**Description of the task**
Within the data below, copy each line where the string "Island" is found.

**Data for this task**
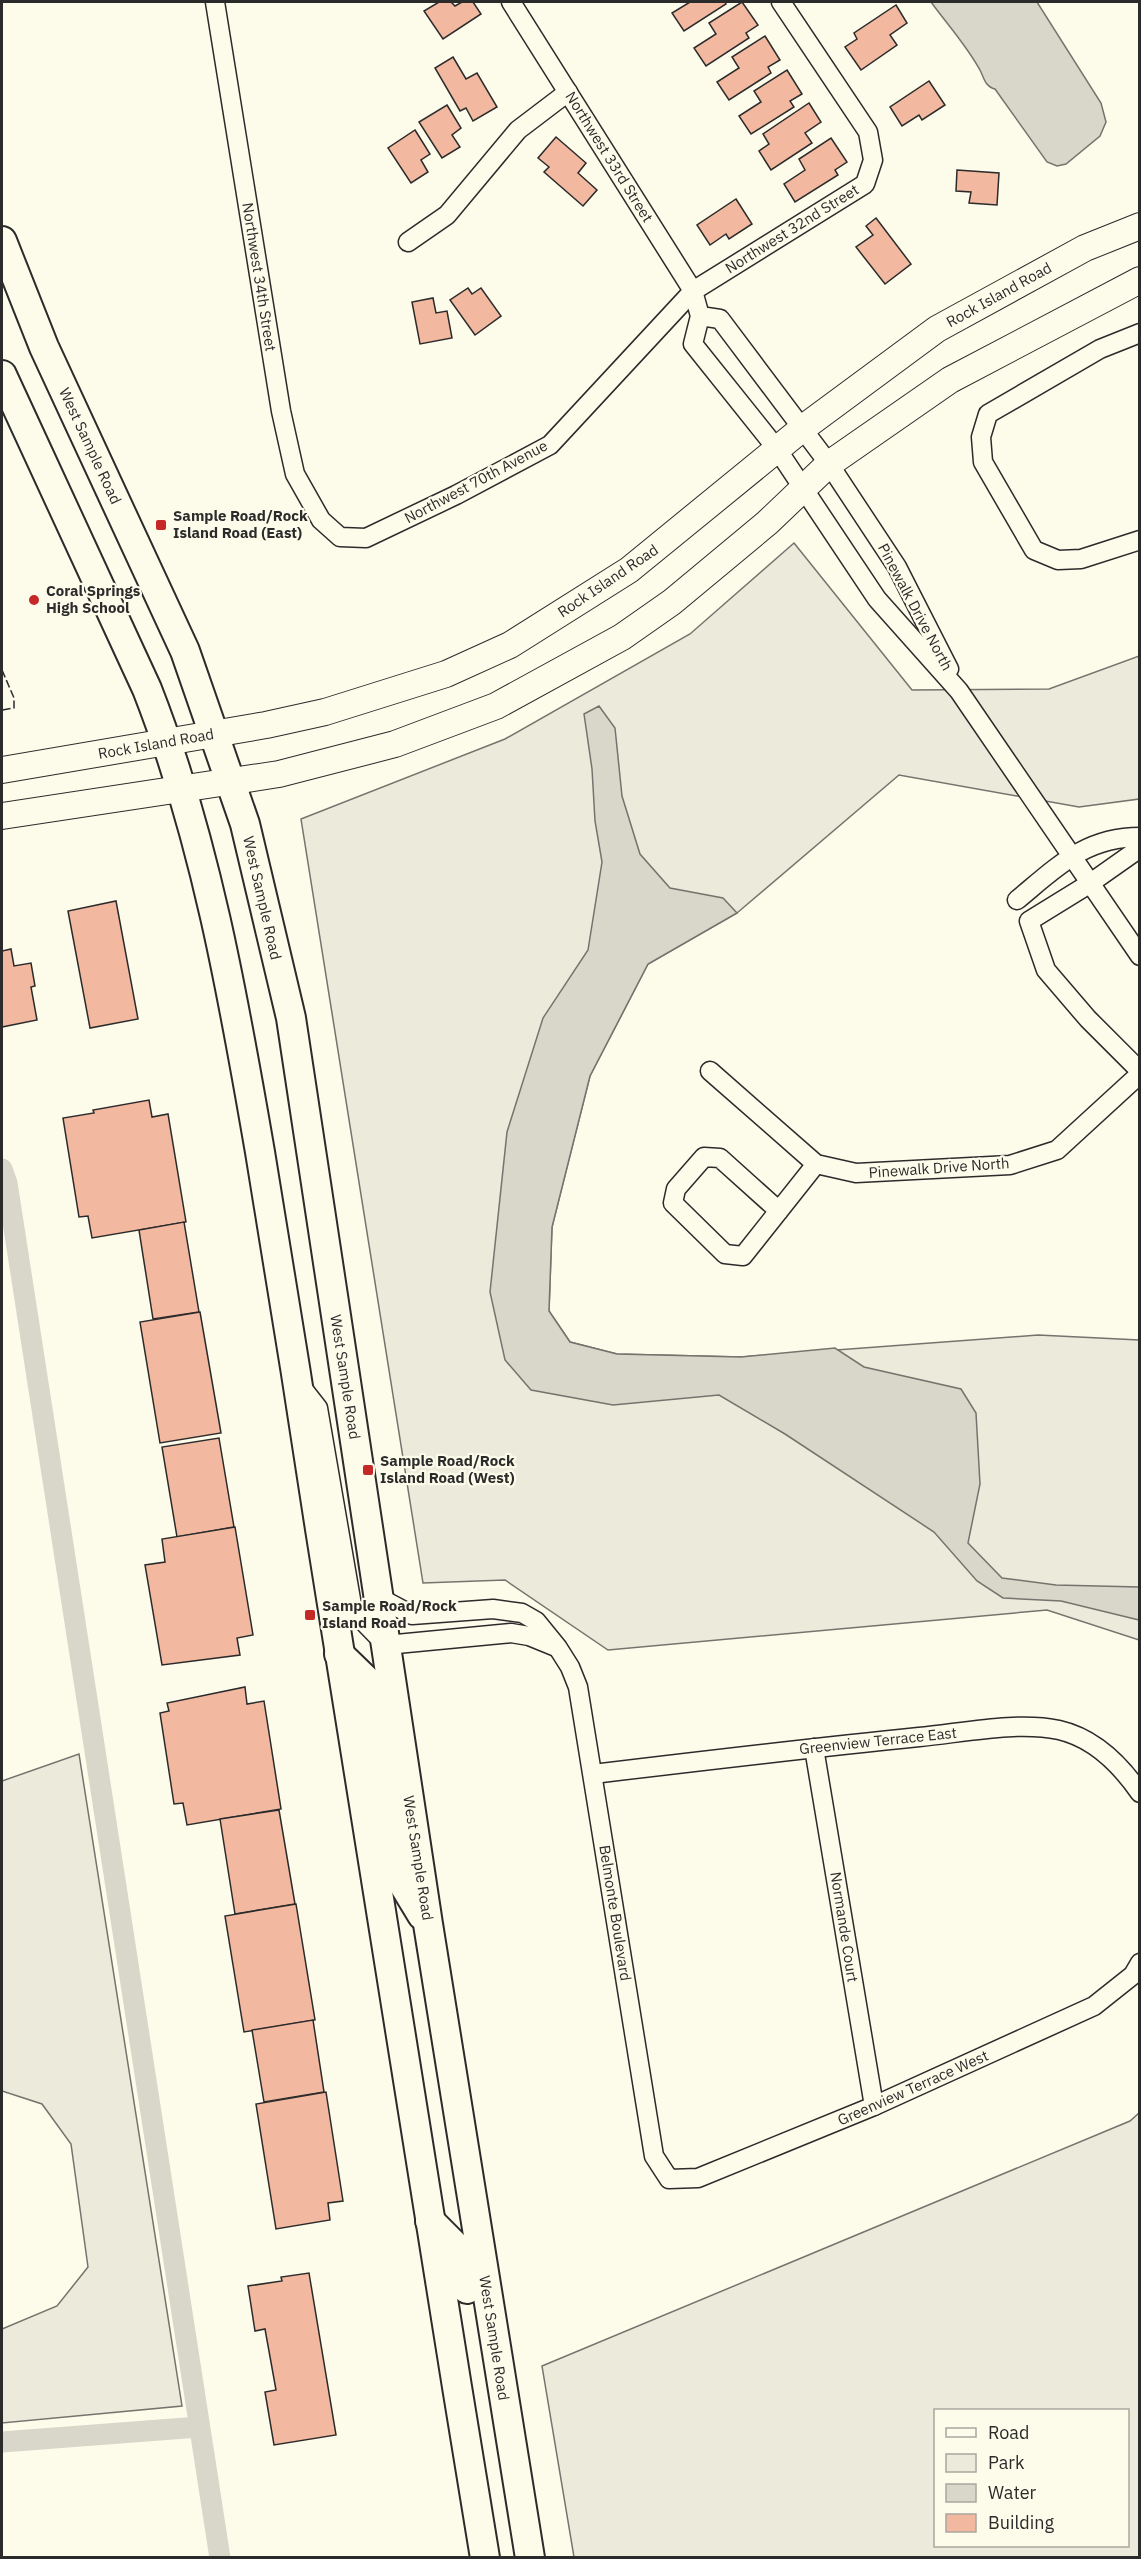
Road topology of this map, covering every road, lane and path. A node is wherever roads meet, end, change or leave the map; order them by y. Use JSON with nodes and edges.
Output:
{"nodes":[{"id":1,"x":215,"y":2,"type":"edge"},
{"id":2,"x":511,"y":2,"type":"edge"},
{"id":3,"x":782,"y":2,"type":"edge"},
{"id":4,"x":568,"y":92,"type":"junction"},
{"id":5,"x":1140,"y":226,"type":"edge"},
{"id":6,"x":2,"y":241,"type":"edge"},
{"id":7,"x":408,"y":242,"type":"dead end"},
{"id":8,"x":1140,"y":280,"type":"edge"},
{"id":9,"x":693,"y":291,"type":"junction"},
{"id":10,"x":700,"y":316,"type":"junction"},
{"id":11,"x":1140,"y":333,"type":"edge"},
{"id":12,"x":2,"y":375,"type":"edge"},
{"id":13,"x":803,"y":428,"type":"junction"},
{"id":14,"x":777,"y":449,"type":"junction"},
{"id":15,"x":829,"y":464,"type":"junction"},
{"id":16,"x":802,"y":487,"type":"junction"},
{"id":17,"x":340,"y":537,"type":"joint"},
{"id":18,"x":1140,"y":540,"type":"edge"},
{"id":19,"x":960,"y":691,"type":"junction"},
{"id":20,"x":214,"y":734,"type":"junction"},
{"id":21,"x":167,"y":742,"type":"junction"},
{"id":22,"x":2,"y":770,"type":"edge"},
{"id":23,"x":229,"y":782,"type":"junction"},
{"id":24,"x":182,"y":788,"type":"junction"},
{"id":25,"x":2,"y":816,"type":"edge"},
{"id":26,"x":1140,"y":837,"type":"edge"},
{"id":27,"x":1140,"y":848,"type":"edge"},
{"id":28,"x":1070,"y":856,"type":"junction"},
{"id":29,"x":1089,"y":884,"type":"junction"},
{"id":30,"x":1017,"y":900,"type":"dead end"},
{"id":31,"x":1140,"y":956,"type":"edge"},
{"id":32,"x":710,"y":1071,"type":"dead end"},
{"id":33,"x":1140,"y":1072,"type":"edge"},
{"id":34,"x":816,"y":1164,"type":"junction"},
{"id":35,"x":778,"y":1210,"type":"junction"},
{"id":36,"x":298,"y":1383,"type":"junction"},
{"id":37,"x":378,"y":1598,"type":"junction"},
{"id":38,"x":386,"y":1645,"type":"junction"},
{"id":39,"x":558,"y":1648,"type":"junction"},
{"id":40,"x":339,"y":1654,"type":"junction"},
{"id":41,"x":814,"y":1748,"type":"junction"},
{"id":42,"x":593,"y":1774,"type":"junction"},
{"id":43,"x":1140,"y":1793,"type":"edge"},
{"id":44,"x":428,"y":1924,"type":"junction"},
{"id":45,"x":1140,"y":1963,"type":"edge"},
{"id":46,"x":874,"y":2106,"type":"junction"},
{"id":47,"x":669,"y":2178,"type":"joint"},
{"id":48,"x":430,"y":2221,"type":"junction"},
{"id":49,"x":496,"y":2352,"type":"junction"},
{"id":50,"x":485,"y":2558,"type":"edge"},
{"id":51,"x":530,"y":2558,"type":"edge"}],
"edges":[{"from":1,"to":17,"type":"street","name":"Northwest 34th Street"},
{"from":2,"to":4,"type":"street","name":"Northwest 33rd Street"},
{"from":3,"to":9,"type":"street","name":"Northwest 32nd Street"},
{"from":4,"to":7,"type":"street"},
{"from":4,"to":9,"type":"street","name":"Northwest 33rd Street"},
{"from":5,"to":13,"type":"main road","name":"Rock Island Road"},
{"from":6,"to":20,"type":"main road","name":"West Sample Road"},
{"from":8,"to":15,"type":"main road"},
{"from":9,"to":10,"type":"street","name":"Northwest 33rd Street"},
{"from":9,"to":17,"type":"street","name":"Northwest 70th Avenue"},
{"from":10,"to":13,"type":"street"},
{"from":10,"to":14,"type":"street","name":"Northwest 33rd Street"},
{"from":11,"to":18,"type":"street"},
{"from":12,"to":21,"type":"main road"},
{"from":13,"to":14,"type":"main road","name":"Rock Island Road"},
{"from":13,"to":15,"type":"street","name":"Pinewalk Drive North"},
{"from":14,"to":16,"type":"street","name":"Pinewalk Drive North"},
{"from":14,"to":20,"type":"main road","name":"Rock Island Road"},
{"from":15,"to":16,"type":"main road"},
{"from":15,"to":19,"type":"street","name":"Pinewalk Drive North"},
{"from":16,"to":19,"type":"street","name":"Pinewalk Drive North"},
{"from":16,"to":23,"type":"main road"},
{"from":19,"to":28,"type":"street","name":"Pinewalk Drive North"},
{"from":20,"to":21,"type":"main road","name":"Rock Island Road"},
{"from":20,"to":23,"type":"main road","name":"West Sample Road"},
{"from":21,"to":22,"type":"main road","name":"Rock Island Road"},
{"from":21,"to":24,"type":"main road"},
{"from":23,"to":24,"type":"main road"},
{"from":23,"to":37,"type":"main road","name":"West Sample Road"},
{"from":24,"to":25,"type":"main road"},
{"from":24,"to":36,"type":"main road"},
{"from":26,"to":28,"type":"street"},
{"from":27,"to":29,"type":"street","name":"Pinewalk Drive North"},
{"from":28,"to":29,"type":"street","name":"Pinewalk Drive North"},
{"from":28,"to":30,"type":"street"},
{"from":29,"to":31,"type":"street","name":"Pinewalk Drive North"},
{"from":29,"to":33,"type":"street","name":"Pinewalk Drive North"},
{"from":32,"to":34,"type":"street","name":"Pinewalk Drive North"},
{"from":33,"to":34,"type":"street","name":"Pinewalk Drive North"},
{"from":34,"to":35,"type":"street"},
{"from":35,"to":35,"type":"street"},
{"from":36,"to":38,"type":"street"},
{"from":36,"to":40,"type":"main road"},
{"from":37,"to":38,"type":"main road","name":"West Sample Road"},
{"from":37,"to":39,"type":"street","name":"Belmonte Boulevard"},
{"from":38,"to":39,"type":"street"},
{"from":38,"to":44,"type":"main road","name":"West Sample Road"},
{"from":39,"to":42,"type":"street","name":"Belmonte Boulevard"},
{"from":40,"to":44,"type":"main road"},
{"from":40,"to":48,"type":"main road"},
{"from":41,"to":42,"type":"street","name":"Greenview Terrace East"},
{"from":41,"to":43,"type":"street","name":"Greenview Terrace East"},
{"from":41,"to":46,"type":"street","name":"Normande Court"},
{"from":42,"to":47,"type":"street","name":"Belmonte Boulevard"},
{"from":44,"to":49,"type":"main road","name":"West Sample Road"},
{"from":45,"to":46,"type":"street","name":"Greenview Terrace West"},
{"from":46,"to":47,"type":"street","name":"Greenview Terrace West"},
{"from":48,"to":49,"type":"main road"},
{"from":48,"to":50,"type":"main road"},
{"from":49,"to":51,"type":"main road","name":"West Sample Road"}]}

**Expected answer**
{"from":5,"to":13,"type":"main road","name":"Rock Island Road"},
{"from":13,"to":14,"type":"main road","name":"Rock Island Road"},
{"from":14,"to":20,"type":"main road","name":"Rock Island Road"},
{"from":20,"to":21,"type":"main road","name":"Rock Island Road"},
{"from":21,"to":22,"type":"main road","name":"Rock Island Road"},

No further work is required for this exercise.